▶ _TO DO_
However many lines the data holds, transcribe them all exactly.

▶ _MATERIAL TO PROCESS_
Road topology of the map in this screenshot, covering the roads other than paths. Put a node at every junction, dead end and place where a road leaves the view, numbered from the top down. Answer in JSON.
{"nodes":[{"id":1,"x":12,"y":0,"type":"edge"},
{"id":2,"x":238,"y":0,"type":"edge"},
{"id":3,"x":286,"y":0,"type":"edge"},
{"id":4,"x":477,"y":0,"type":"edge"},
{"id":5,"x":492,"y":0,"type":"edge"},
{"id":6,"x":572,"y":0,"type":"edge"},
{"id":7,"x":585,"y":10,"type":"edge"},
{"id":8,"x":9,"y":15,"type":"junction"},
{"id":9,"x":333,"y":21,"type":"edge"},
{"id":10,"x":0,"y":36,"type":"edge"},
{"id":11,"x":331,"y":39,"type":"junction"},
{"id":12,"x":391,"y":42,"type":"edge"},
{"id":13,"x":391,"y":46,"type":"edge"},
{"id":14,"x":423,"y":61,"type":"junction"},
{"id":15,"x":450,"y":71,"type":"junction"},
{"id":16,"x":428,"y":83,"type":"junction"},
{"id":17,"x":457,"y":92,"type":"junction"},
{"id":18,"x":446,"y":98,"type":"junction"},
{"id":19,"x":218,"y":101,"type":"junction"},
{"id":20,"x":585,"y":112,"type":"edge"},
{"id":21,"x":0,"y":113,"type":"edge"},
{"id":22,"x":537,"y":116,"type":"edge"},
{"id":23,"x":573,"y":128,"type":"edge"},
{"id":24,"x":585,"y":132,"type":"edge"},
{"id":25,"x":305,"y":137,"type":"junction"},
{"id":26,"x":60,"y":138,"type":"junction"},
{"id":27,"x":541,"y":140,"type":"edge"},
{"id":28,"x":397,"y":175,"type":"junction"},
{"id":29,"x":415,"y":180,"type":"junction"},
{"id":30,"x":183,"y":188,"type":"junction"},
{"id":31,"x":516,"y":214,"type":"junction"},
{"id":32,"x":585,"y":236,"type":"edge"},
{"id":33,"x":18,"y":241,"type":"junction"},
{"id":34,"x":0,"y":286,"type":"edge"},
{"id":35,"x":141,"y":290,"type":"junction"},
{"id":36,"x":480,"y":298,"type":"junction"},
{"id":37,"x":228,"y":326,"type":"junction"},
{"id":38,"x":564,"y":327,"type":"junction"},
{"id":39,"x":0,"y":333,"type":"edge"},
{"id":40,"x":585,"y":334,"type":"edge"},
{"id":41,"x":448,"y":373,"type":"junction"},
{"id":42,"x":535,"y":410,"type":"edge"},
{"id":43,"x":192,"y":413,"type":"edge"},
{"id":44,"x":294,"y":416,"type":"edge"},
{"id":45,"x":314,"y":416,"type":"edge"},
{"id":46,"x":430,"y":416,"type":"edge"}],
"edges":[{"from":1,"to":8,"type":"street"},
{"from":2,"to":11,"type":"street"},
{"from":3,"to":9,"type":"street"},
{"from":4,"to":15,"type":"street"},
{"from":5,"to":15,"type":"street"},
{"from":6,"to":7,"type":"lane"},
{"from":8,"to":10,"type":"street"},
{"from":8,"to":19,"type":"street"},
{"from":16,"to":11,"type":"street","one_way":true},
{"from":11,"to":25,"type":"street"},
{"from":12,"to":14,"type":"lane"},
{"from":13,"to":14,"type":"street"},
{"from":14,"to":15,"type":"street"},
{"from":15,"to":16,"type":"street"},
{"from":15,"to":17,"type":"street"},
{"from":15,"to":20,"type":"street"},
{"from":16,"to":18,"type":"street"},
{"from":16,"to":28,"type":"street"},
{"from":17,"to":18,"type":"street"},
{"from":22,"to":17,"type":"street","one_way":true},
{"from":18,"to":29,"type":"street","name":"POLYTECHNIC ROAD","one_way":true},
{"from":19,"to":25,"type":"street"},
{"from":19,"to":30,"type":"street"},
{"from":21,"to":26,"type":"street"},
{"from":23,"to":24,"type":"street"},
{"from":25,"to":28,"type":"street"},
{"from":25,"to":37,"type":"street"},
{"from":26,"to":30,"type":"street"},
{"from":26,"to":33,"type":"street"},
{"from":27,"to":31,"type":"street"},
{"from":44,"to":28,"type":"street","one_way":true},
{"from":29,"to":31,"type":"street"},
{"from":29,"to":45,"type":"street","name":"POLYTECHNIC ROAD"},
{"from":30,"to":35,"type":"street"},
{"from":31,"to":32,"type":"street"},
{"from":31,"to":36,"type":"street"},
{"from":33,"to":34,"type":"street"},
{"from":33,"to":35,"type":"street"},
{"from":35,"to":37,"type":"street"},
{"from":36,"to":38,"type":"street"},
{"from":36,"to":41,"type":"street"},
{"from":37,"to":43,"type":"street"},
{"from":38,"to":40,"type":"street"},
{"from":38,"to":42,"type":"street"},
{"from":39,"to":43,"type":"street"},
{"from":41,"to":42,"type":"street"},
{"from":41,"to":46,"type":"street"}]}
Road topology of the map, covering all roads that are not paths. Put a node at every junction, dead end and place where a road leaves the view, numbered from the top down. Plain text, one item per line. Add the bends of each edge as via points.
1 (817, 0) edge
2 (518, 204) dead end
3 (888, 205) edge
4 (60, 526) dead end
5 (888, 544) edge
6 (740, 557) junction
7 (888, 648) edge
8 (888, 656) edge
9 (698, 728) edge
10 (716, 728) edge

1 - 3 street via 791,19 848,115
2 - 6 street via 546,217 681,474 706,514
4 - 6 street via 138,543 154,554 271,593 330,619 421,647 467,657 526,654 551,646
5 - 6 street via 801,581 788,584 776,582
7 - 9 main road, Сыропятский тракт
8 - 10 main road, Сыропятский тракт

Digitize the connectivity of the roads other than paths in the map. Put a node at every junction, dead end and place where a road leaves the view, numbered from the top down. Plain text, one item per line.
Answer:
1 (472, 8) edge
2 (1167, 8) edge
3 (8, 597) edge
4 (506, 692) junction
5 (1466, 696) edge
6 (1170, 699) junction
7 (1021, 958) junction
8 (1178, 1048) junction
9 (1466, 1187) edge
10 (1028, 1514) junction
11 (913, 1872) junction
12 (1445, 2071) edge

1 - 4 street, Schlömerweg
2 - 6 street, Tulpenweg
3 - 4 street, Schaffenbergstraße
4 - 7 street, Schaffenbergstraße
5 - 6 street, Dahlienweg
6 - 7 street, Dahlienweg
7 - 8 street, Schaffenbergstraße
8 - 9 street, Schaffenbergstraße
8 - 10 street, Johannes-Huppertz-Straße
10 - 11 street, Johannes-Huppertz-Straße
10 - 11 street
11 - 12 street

▶ _RESULT_
Road topology of the map in this screenshot, covering the roads other than paths. Put a node at every junction, dead end and place where a road leaves the view, numbered from the top down. Answer in JSON.
{"nodes":[{"id":1,"x":12,"y":0,"type":"edge"},
{"id":2,"x":238,"y":0,"type":"edge"},
{"id":3,"x":286,"y":0,"type":"edge"},
{"id":4,"x":477,"y":0,"type":"edge"},
{"id":5,"x":492,"y":0,"type":"edge"},
{"id":6,"x":572,"y":0,"type":"edge"},
{"id":7,"x":585,"y":10,"type":"edge"},
{"id":8,"x":9,"y":15,"type":"junction"},
{"id":9,"x":333,"y":21,"type":"edge"},
{"id":10,"x":0,"y":36,"type":"edge"},
{"id":11,"x":331,"y":39,"type":"junction"},
{"id":12,"x":391,"y":42,"type":"edge"},
{"id":13,"x":391,"y":46,"type":"edge"},
{"id":14,"x":423,"y":61,"type":"junction"},
{"id":15,"x":450,"y":71,"type":"junction"},
{"id":16,"x":428,"y":83,"type":"junction"},
{"id":17,"x":457,"y":92,"type":"junction"},
{"id":18,"x":446,"y":98,"type":"junction"},
{"id":19,"x":218,"y":101,"type":"junction"},
{"id":20,"x":585,"y":112,"type":"edge"},
{"id":21,"x":0,"y":113,"type":"edge"},
{"id":22,"x":537,"y":116,"type":"edge"},
{"id":23,"x":573,"y":128,"type":"edge"},
{"id":24,"x":585,"y":132,"type":"edge"},
{"id":25,"x":305,"y":137,"type":"junction"},
{"id":26,"x":60,"y":138,"type":"junction"},
{"id":27,"x":541,"y":140,"type":"edge"},
{"id":28,"x":397,"y":175,"type":"junction"},
{"id":29,"x":415,"y":180,"type":"junction"},
{"id":30,"x":183,"y":188,"type":"junction"},
{"id":31,"x":516,"y":214,"type":"junction"},
{"id":32,"x":585,"y":236,"type":"edge"},
{"id":33,"x":18,"y":241,"type":"junction"},
{"id":34,"x":0,"y":286,"type":"edge"},
{"id":35,"x":141,"y":290,"type":"junction"},
{"id":36,"x":480,"y":298,"type":"junction"},
{"id":37,"x":228,"y":326,"type":"junction"},
{"id":38,"x":564,"y":327,"type":"junction"},
{"id":39,"x":0,"y":333,"type":"edge"},
{"id":40,"x":585,"y":334,"type":"edge"},
{"id":41,"x":448,"y":373,"type":"junction"},
{"id":42,"x":535,"y":410,"type":"edge"},
{"id":43,"x":192,"y":413,"type":"edge"},
{"id":44,"x":294,"y":416,"type":"edge"},
{"id":45,"x":314,"y":416,"type":"edge"},
{"id":46,"x":430,"y":416,"type":"edge"}],
"edges":[{"from":1,"to":8,"type":"street"},
{"from":2,"to":11,"type":"street"},
{"from":3,"to":9,"type":"street"},
{"from":4,"to":15,"type":"street"},
{"from":5,"to":15,"type":"street"},
{"from":6,"to":7,"type":"lane"},
{"from":8,"to":10,"type":"street"},
{"from":8,"to":19,"type":"street"},
{"from":16,"to":11,"type":"street","one_way":true},
{"from":11,"to":25,"type":"street"},
{"from":12,"to":14,"type":"lane"},
{"from":13,"to":14,"type":"street"},
{"from":14,"to":15,"type":"street"},
{"from":15,"to":16,"type":"street"},
{"from":15,"to":17,"type":"street"},
{"from":15,"to":20,"type":"street"},
{"from":16,"to":18,"type":"street"},
{"from":16,"to":28,"type":"street"},
{"from":17,"to":18,"type":"street"},
{"from":22,"to":17,"type":"street","one_way":true},
{"from":18,"to":29,"type":"street","name":"POLYTECHNIC ROAD","one_way":true},
{"from":19,"to":25,"type":"street"},
{"from":19,"to":30,"type":"street"},
{"from":21,"to":26,"type":"street"},
{"from":23,"to":24,"type":"street"},
{"from":25,"to":28,"type":"street"},
{"from":25,"to":37,"type":"street"},
{"from":26,"to":30,"type":"street"},
{"from":26,"to":33,"type":"street"},
{"from":27,"to":31,"type":"street"},
{"from":44,"to":28,"type":"street","one_way":true},
{"from":29,"to":31,"type":"street"},
{"from":29,"to":45,"type":"street","name":"POLYTECHNIC ROAD"},
{"from":30,"to":35,"type":"street"},
{"from":31,"to":32,"type":"street"},
{"from":31,"to":36,"type":"street"},
{"from":33,"to":34,"type":"street"},
{"from":33,"to":35,"type":"street"},
{"from":35,"to":37,"type":"street"},
{"from":36,"to":38,"type":"street"},
{"from":36,"to":41,"type":"street"},
{"from":37,"to":43,"type":"street"},
{"from":38,"to":40,"type":"street"},
{"from":38,"to":42,"type":"street"},
{"from":39,"to":43,"type":"street"},
{"from":41,"to":42,"type":"street"},
{"from":41,"to":46,"type":"street"}]}
Road topology of the map, covering all roads that are not paths. Put a node at every junction, dead end and place where a road leaves the view, numbered from the top down. Plain text, one item per line. Add the bends of each edge as via points.
1 (817, 0) edge
2 (518, 204) dead end
3 (888, 205) edge
4 (60, 526) dead end
5 (888, 544) edge
6 (740, 557) junction
7 (888, 648) edge
8 (888, 656) edge
9 (698, 728) edge
10 (716, 728) edge

1 - 3 street via 791,19 848,115
2 - 6 street via 546,217 681,474 706,514
4 - 6 street via 138,543 154,554 271,593 330,619 421,647 467,657 526,654 551,646
5 - 6 street via 801,581 788,584 776,582
7 - 9 main road, Сыропятский тракт
8 - 10 main road, Сыропятский тракт

Digitize the connectivity of the roads other than paths in the map. Put a node at every junction, dead end and place where a road leaves the view, numbered from the top down. Plain text, one item per line.
Answer:
1 (472, 8) edge
2 (1167, 8) edge
3 (8, 597) edge
4 (506, 692) junction
5 (1466, 696) edge
6 (1170, 699) junction
7 (1021, 958) junction
8 (1178, 1048) junction
9 (1466, 1187) edge
10 (1028, 1514) junction
11 (913, 1872) junction
12 (1445, 2071) edge

1 - 4 street, Schlömerweg
2 - 6 street, Tulpenweg
3 - 4 street, Schaffenbergstraße
4 - 7 street, Schaffenbergstraße
5 - 6 street, Dahlienweg
6 - 7 street, Dahlienweg
7 - 8 street, Schaffenbergstraße
8 - 9 street, Schaffenbergstraße
8 - 10 street, Johannes-Huppertz-Straße
10 - 11 street, Johannes-Huppertz-Straße
10 - 11 street
11 - 12 street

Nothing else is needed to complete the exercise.